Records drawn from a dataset
|---|
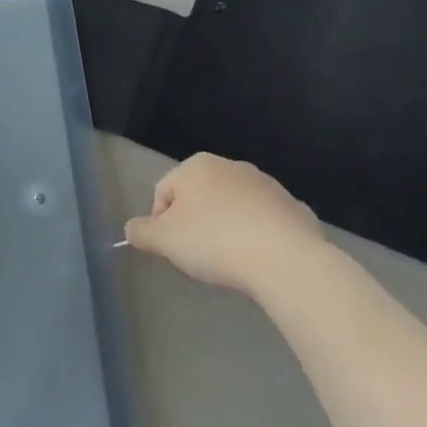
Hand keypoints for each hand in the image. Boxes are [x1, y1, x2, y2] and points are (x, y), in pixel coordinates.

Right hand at [124, 153, 335, 297]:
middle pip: (199, 197)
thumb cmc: (215, 242)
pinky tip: (258, 259)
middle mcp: (231, 166)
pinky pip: (263, 221)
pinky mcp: (293, 206)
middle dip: (195, 224)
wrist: (286, 259)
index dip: (161, 223)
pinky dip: (256, 236)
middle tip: (198, 256)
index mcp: (196, 166)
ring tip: (231, 260)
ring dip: (226, 228)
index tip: (173, 249)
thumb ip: (140, 231)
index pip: (163, 192)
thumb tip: (132, 229)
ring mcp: (266, 184)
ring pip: (232, 208)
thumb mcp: (164, 241)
|---|
» **What you need to do**
Copy out the lines above with "index" in them.

» **Exercise output**
index dip: (161, 223)
index mcp: (196, 166)
index tip: (173, 249)
index pip: (163, 192)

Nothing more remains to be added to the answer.